*** Given information Section Begins ***

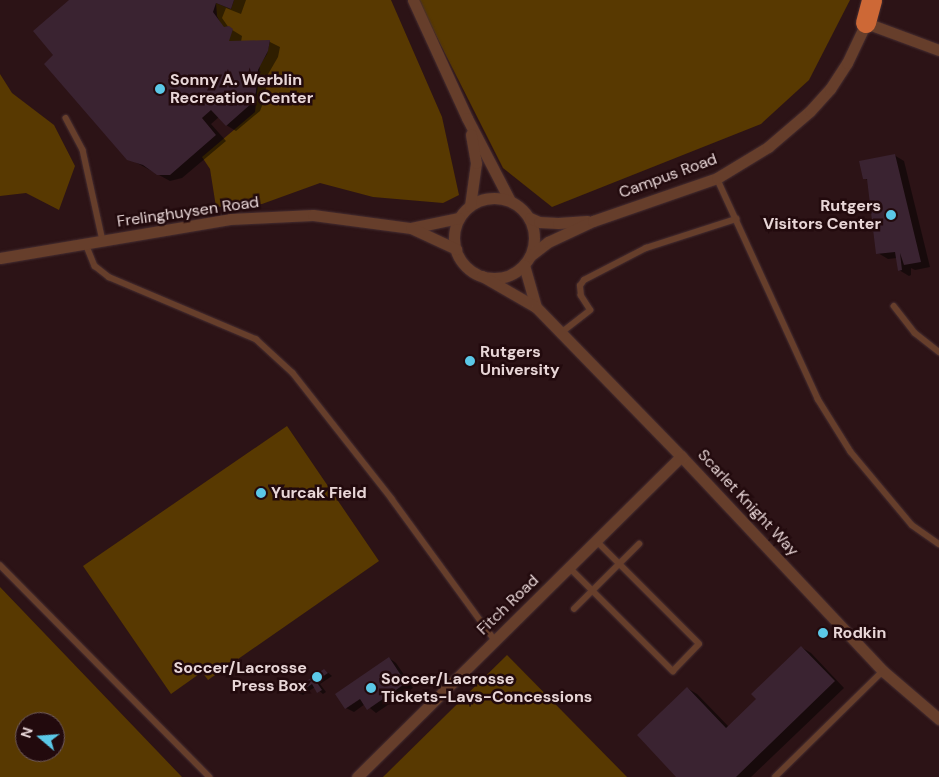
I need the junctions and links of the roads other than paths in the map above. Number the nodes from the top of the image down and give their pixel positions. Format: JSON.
{"nodes":[{"id":1,"x":413,"y":0,"type":"edge"},
{"id":2,"x":872,"y":0,"type":"edge"},
{"id":3,"x":866,"y":23,"type":"junction"},
{"id":4,"x":939,"y":50,"type":"edge"},
{"id":5,"x":66,"y":118,"type":"dead end"},
{"id":6,"x":467,"y":118,"type":"junction"},
{"id":7,"x":717,"y":178,"type":"junction"},
{"id":8,"x":510,"y":200,"type":"junction"},
{"id":9,"x":470,"y":206,"type":"junction"},
{"id":10,"x":460,"y":218,"type":"junction"},
{"id":11,"x":530,"y":218,"type":"junction"},
{"id":12,"x":736,"y":219,"type":"junction"},
{"id":13,"x":593,"y":221,"type":"junction"},
{"id":14,"x":411,"y":228,"type":"junction"},
{"id":15,"x":102,"y":241,"type":"junction"},
{"id":16,"x":86,"y":244,"type":"junction"},
{"id":17,"x":456,"y":249,"type":"junction"},
{"id":18,"x":0,"y":258,"type":"edge"},
{"id":19,"x":527,"y":260,"type":"junction"},
{"id":20,"x":482,"y":276,"type":"junction"},
{"id":21,"x":894,"y":306,"type":"dead end"},
{"id":22,"x":536,"y":307,"type":"junction"},
{"id":23,"x":561,"y":333,"type":"junction"},
{"id":24,"x":939,"y":352,"type":"edge"},
{"id":25,"x":681,"y":456,"type":"junction"},
{"id":26,"x":596,"y":541,"type":"junction"},
{"id":27,"x":639,"y":544,"type":"dead end"},
{"id":28,"x":939,"y":544,"type":"edge"},
{"id":29,"x":0,"y":564,"type":"edge"},
{"id":30,"x":619,"y":564,"type":"junction"},
{"id":31,"x":570,"y":568,"type":"junction"},
{"id":32,"x":593,"y":590,"type":"junction"},
{"id":33,"x":574,"y":609,"type":"dead end"},
{"id":34,"x":495,"y":640,"type":"junction"},
{"id":35,"x":883,"y":671,"type":"junction"},
{"id":36,"x":939,"y":719,"type":"edge"},
{"id":37,"x":210,"y":777,"type":"edge"},
{"id":38,"x":356,"y":777,"type":"edge"},
{"id":39,"x":775,"y":777,"type":"edge"}],
"edges":[{"from":1,"to":6,"type":"street"},
{"from":2,"to":3,"type":"highway"},
{"from":3,"to":4,"type":"street"},
{"from":3,"to":7,"type":"street","name":"Campus Road"},
{"from":5,"to":15,"type":"lane"},
{"from":6,"to":8,"type":"street"},
{"from":6,"to":9,"type":"street"},
{"from":7,"to":12,"type":"lane"},
{"from":7,"to":13,"type":"street","name":"Campus Road"},
{"from":8,"to":9,"type":"street"},
{"from":8,"to":11,"type":"street"},
{"from":9,"to":10,"type":"street"},
{"from":10,"to":14,"type":"street","name":"Frelinghuysen Road"},
{"from":10,"to":17,"type":"street"},
{"from":11,"to":13,"type":"street","name":"Campus Road"},
{"from":11,"to":19,"type":"street"},
{"from":12,"to":23,"type":"lane"},
{"from":12,"to":28,"type":"lane"},
{"from":13,"to":19,"type":"street","name":"Campus Road"},
{"from":14,"to":15,"type":"street","name":"Frelinghuysen Road"},
{"from":14,"to":17,"type":"street","name":"Frelinghuysen Road"},
{"from":15,"to":16,"type":"street","name":"Frelinghuysen Road"},
{"from":16,"to":18,"type":"street","name":"Frelinghuysen Road"},
{"from":16,"to":34,"type":"lane"},
{"from":17,"to":20,"type":"street"},
{"from":19,"to":20,"type":"street"},
{"from":19,"to":22,"type":"street"},
{"from":20,"to":22,"type":"street"},
{"from":21,"to":24,"type":"lane"},
{"from":22,"to":23,"type":"street","name":"Scarlet Knight Way"},
{"from":23,"to":25,"type":"street","name":"Scarlet Knight Way"},
{"from":25,"to":26,"type":"street","name":"Fitch Road"},
{"from":25,"to":35,"type":"street","name":"Scarlet Knight Way"},
{"from":26,"to":30,"type":"lane"},
{"from":26,"to":31,"type":"street","name":"Fitch Road"},
{"from":27,"to":30,"type":"lane"},
{"from":29,"to":37,"type":"lane"},
{"from":30,"to":32,"type":"lane"},
{"from":30,"to":32,"type":"lane"},
{"from":31,"to":32,"type":"lane"},
{"from":31,"to":34,"type":"street","name":"Fitch Road"},
{"from":32,"to":33,"type":"lane"},
{"from":34,"to":38,"type":"street","name":"Fitch Road"},
{"from":35,"to":36,"type":"street","name":"Scarlet Knight Way"},
{"from":35,"to":39,"type":"lane"}]}
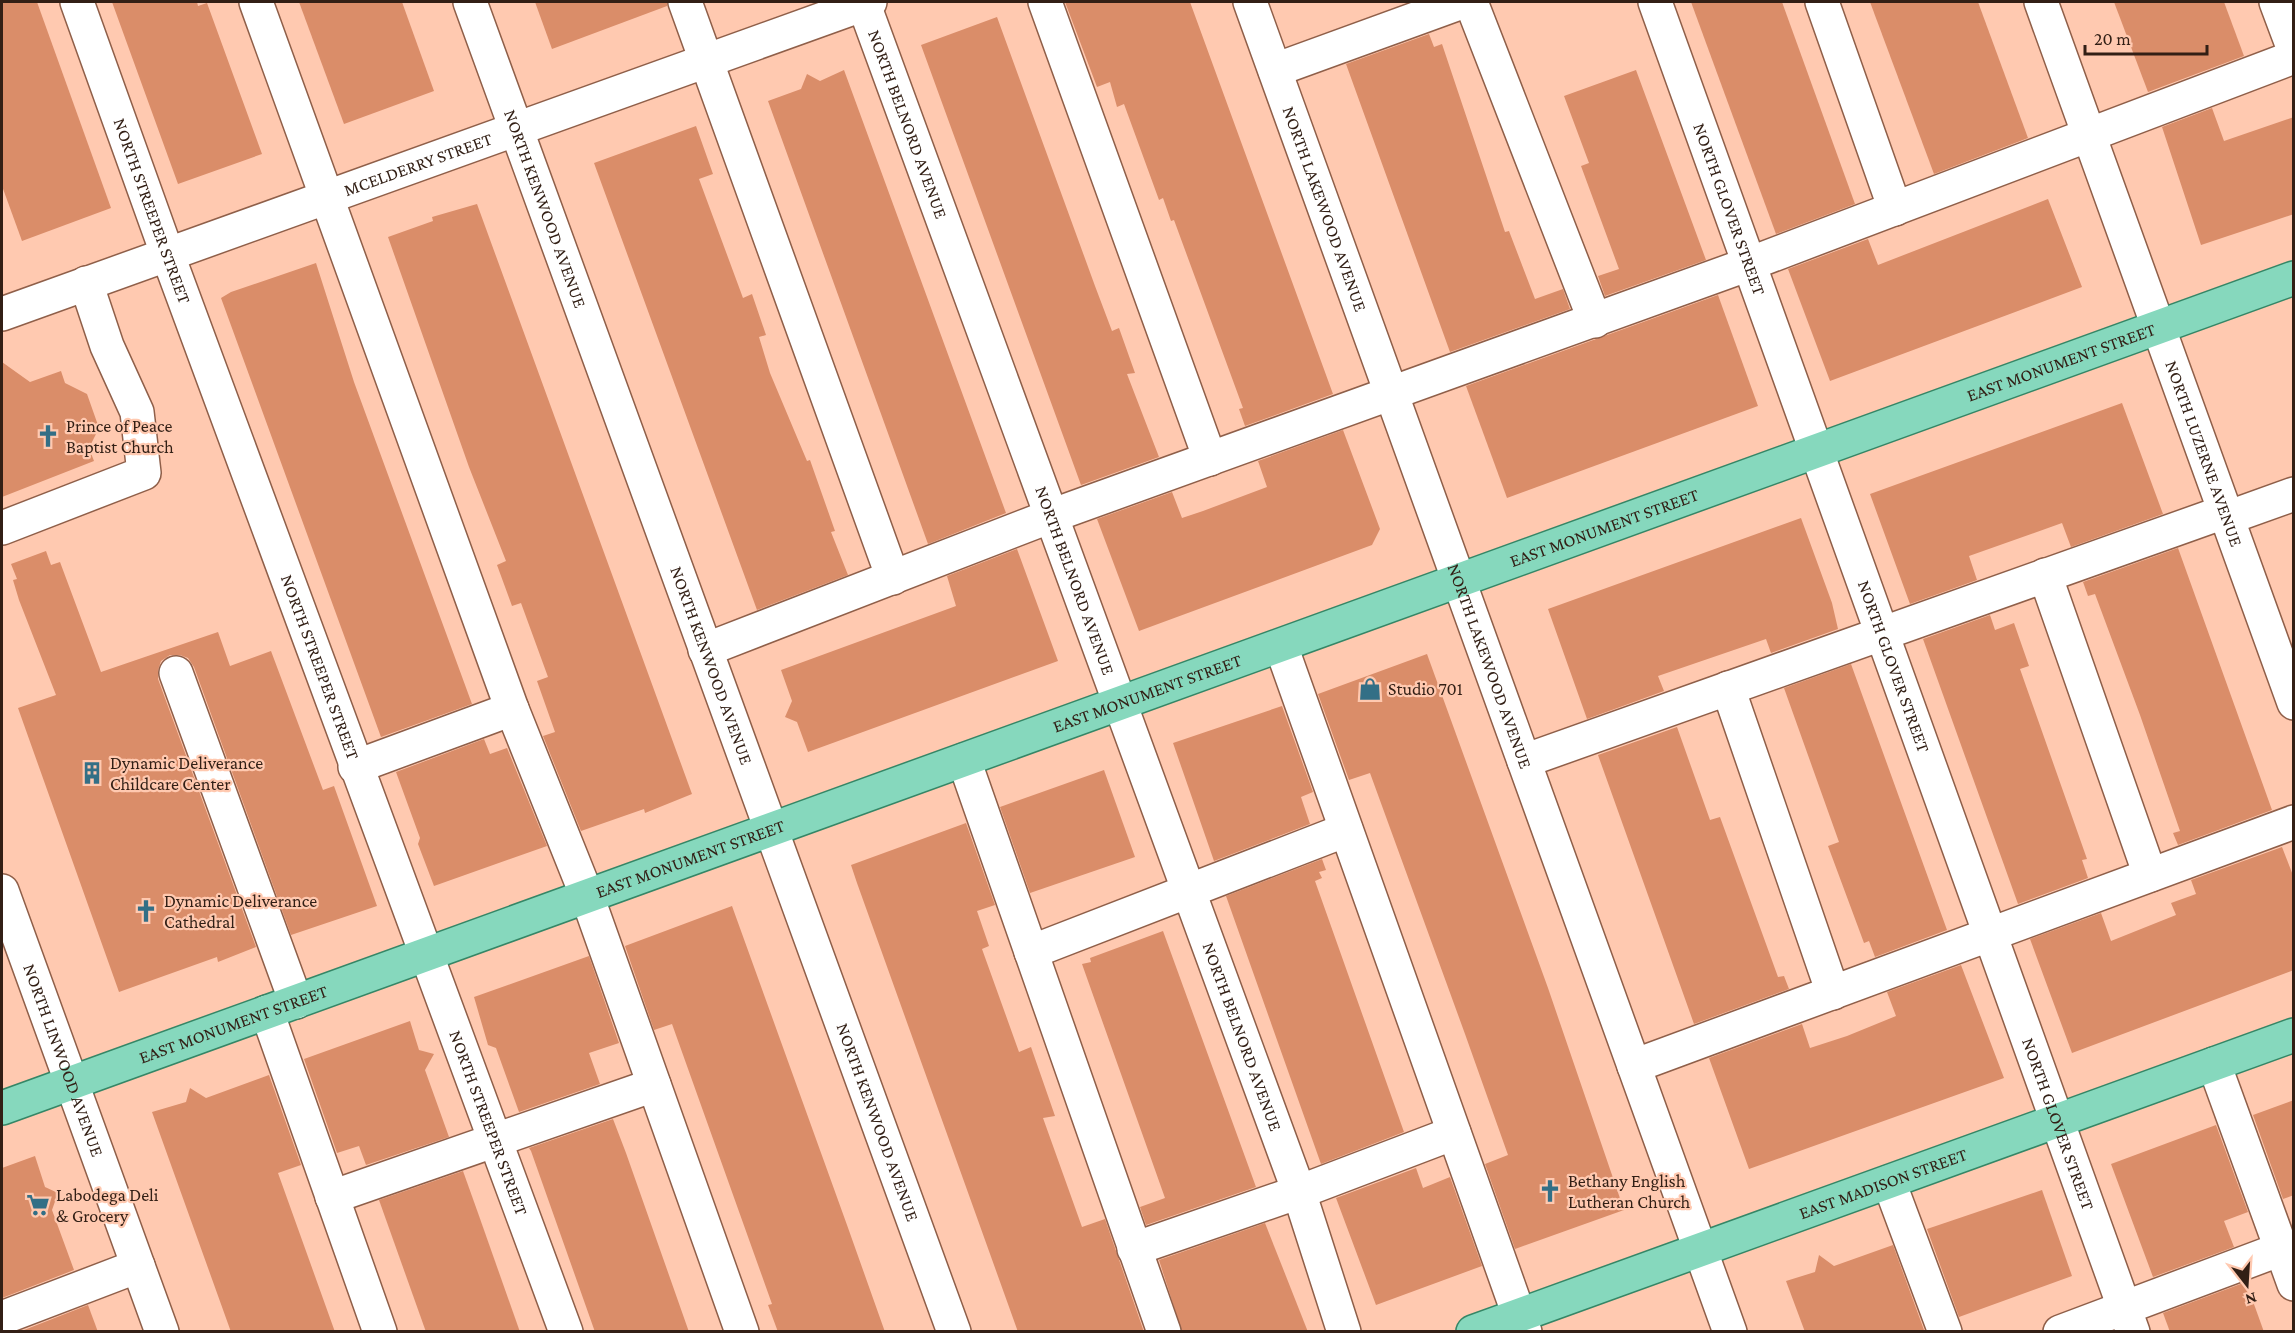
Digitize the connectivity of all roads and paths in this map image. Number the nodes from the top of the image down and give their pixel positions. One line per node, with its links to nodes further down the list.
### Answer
1 (77, 2): 22 (street, NORTH STREEPER STREET)
2 (256, 2): 20 (street)
3 (470, 2): 18 (street, NORTH KENWOOD AVENUE)
4 (685, 2): 16 (street)
5 (866, 2): 16 (street, MCELDERRY STREET); 34 (street, NORTH BELNORD AVENUE)
6 (1044, 2): 31 (street)
7 (1250, 2): 17 (street, NORTH LAKEWOOD AVENUE)
8 (1462, 2): 17 (street)
9 (1472, 2): 27 (street)
10 (1655, 2): 23 (street, NORTH GLOVER STREET)
11 (1822, 2): 21 (street)
12 (2041, 2): 19 (street, NORTH LUZERNE AVENUE)
13 (2276, 2): 14 (street)
14 (2294, 50)
15 (2294, 57): 19 (street)
16 (706, 60): 18 (street, MCELDERRY STREET); 37 (street)
17 (1275, 70): 29 (street, NORTH LAKEWOOD AVENUE)
18 (516, 128): 20 (street, MCELDERRY STREET); 41 (street, NORTH KENWOOD AVENUE)
19 (2089, 135): 21 (street); 28 (street, NORTH LUZERNE AVENUE)
20 (327, 196): 22 (street, MCELDERRY STREET); 46 (street)
21 (1895, 208): 23 (street)
22 (167, 253): 25 (street, MCELDERRY STREET); 49 (street, NORTH STREEPER STREET)
23 (1749, 264): 27 (street); 30 (street, NORTH GLOVER STREET)
24 (2294, 278): 28 (main road, EAST MONUMENT STREET)
25 (86, 283): 26 (street, MCELDERRY STREET); 35 (street)
26 (4, 303)
27 (1595, 321): 29 (street)
28 (2158, 328): 30 (main road, EAST MONUMENT STREET); 33 (street, NORTH LUZERNE AVENUE)
29 (1392, 394): 31 (street); 38 (street, NORTH LAKEWOOD AVENUE)
30 (1817, 452): 38 (main road, EAST MONUMENT STREET); 39 (street, NORTH GLOVER STREET)
31 (1210, 459): 34 (street)
32 (2294, 494): 33 (street)
33 (2225, 515): 36 (street); 45 (street, NORTH LUZERNE AVENUE)
34 (1052, 516): 37 (street); 44 (street, NORTH BELNORD AVENUE)
35 (2, 528)
36 (2045, 575): 39 (street); 53 (street)
37 (893, 578): 41 (street)
38 (1459, 581): 40 (main road, EAST MONUMENT STREET); 48 (street, NORTH LAKEWOOD AVENUE)
39 (1882, 633): 43 (street); 57 (street, NORTH GLOVER STREET)
40 (1281, 646): 44 (main road, EAST MONUMENT STREET); 52 (street)
41 (705, 650): 51 (street, NORTH KENWOOD AVENUE)
42 (177, 673): 61 (street)
43 (1728, 688): 48 (street); 60 (street)
44 (1120, 703): 47 (main road, EAST MONUMENT STREET); 54 (street, NORTH BELNORD AVENUE)
45 (2294, 704)
46 (512, 709): 49 (street); 55 (street)
47 (964, 760): 51 (main road, EAST MONUMENT STREET); 58 (street)
48 (1524, 761): 64 (street, NORTH LAKEWOOD AVENUE)
49 (355, 767): 59 (street, NORTH STREEPER STREET)
50 (2294, 822): 53 (street)
51 (771, 830): 55 (main road, EAST MONUMENT STREET); 86 (street, NORTH KENWOOD AVENUE)
52 (1346, 830): 54 (street); 69 (street)
53 (2150, 875): 57 (street)
54 (1188, 890): 58 (street); 72 (street, NORTH BELNORD AVENUE)
55 (587, 896): 59 (main road, EAST MONUMENT STREET); 66 (street)
56 (3, 899): 65 (street, NORTH LINWOOD AVENUE)
57 (1990, 935): 60 (street); 68 (street, NORTH GLOVER STREET)
58 (1031, 952): 74 (street)
59 (425, 955): 61 (main road, EAST MONUMENT STREET); 70 (street, NORTH STREEPER STREET)
60 (1833, 993): 64 (street)
61 (281, 1007): 65 (main road, EAST MONUMENT STREET); 73 (street)
62 (2294, 1035): 63 (main road, EAST MADISON STREET)
63 (2214, 1064): 68 (main road, EAST MADISON STREET); 76 (street)
64 (1635, 1066): 75 (street, NORTH LAKEWOOD AVENUE)
65 (71, 1083): 67 (main road, EAST MONUMENT STREET); 77 (street, NORTH LINWOOD AVENUE)
66 (654, 1085): 70 (street); 85 (street)
67 (2, 1108)
68 (2058, 1120): 71 (main road, EAST MADISON STREET); 80 (street, NORTH GLOVER STREET)
69 (1454, 1133): 72 (street); 81 (street)
70 (497, 1140): 73 (street); 84 (street, NORTH STREEPER STREET)
71 (1888, 1182): 75 (main road, EAST MADISON STREET); 91 (street)
72 (1299, 1192): 74 (street); 88 (street, NORTH BELNORD AVENUE)
73 (333, 1197): 83 (street)
74 (1134, 1249): 87 (street)
75 (1700, 1249): 81 (main road, EAST MADISON STREET); 90 (street, NORTH LAKEWOOD AVENUE)
76 (2281, 1249): 78 (street); 80 (street)
77 (138, 1266): 79 (street); 82 (street, NORTH LINWOOD AVENUE)
78 (2294, 1284)
79 (2, 1318)
80 (2129, 1319): 92 (street)
81 (1522, 1323): 89 (main road, EAST MADISON STREET)
82 (162, 1332)
83 (380, 1332)
84 (566, 1332)
85 (742, 1332)
86 (954, 1332)
87 (1164, 1332)
88 (1344, 1332)
89 (1473, 1332)
90 (1730, 1332)
91 (1945, 1332)
92 (2060, 1332)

*** Given information Section Ends ***

Check each line above for the string "MADISON", then copy the ones that have it.

Reply to the exercise:
62 (2294, 1035): 63 (main road, EAST MADISON STREET)
63 (2214, 1064): 68 (main road, EAST MADISON STREET); 76 (street)
68 (2058, 1120): 71 (main road, EAST MADISON STREET); 80 (street, NORTH GLOVER STREET)
71 (1888, 1182): 75 (main road, EAST MADISON STREET); 91 (street)
75 (1700, 1249): 81 (main road, EAST MADISON STREET); 90 (street, NORTH LAKEWOOD AVENUE)
81 (1522, 1323): 89 (main road, EAST MADISON STREET)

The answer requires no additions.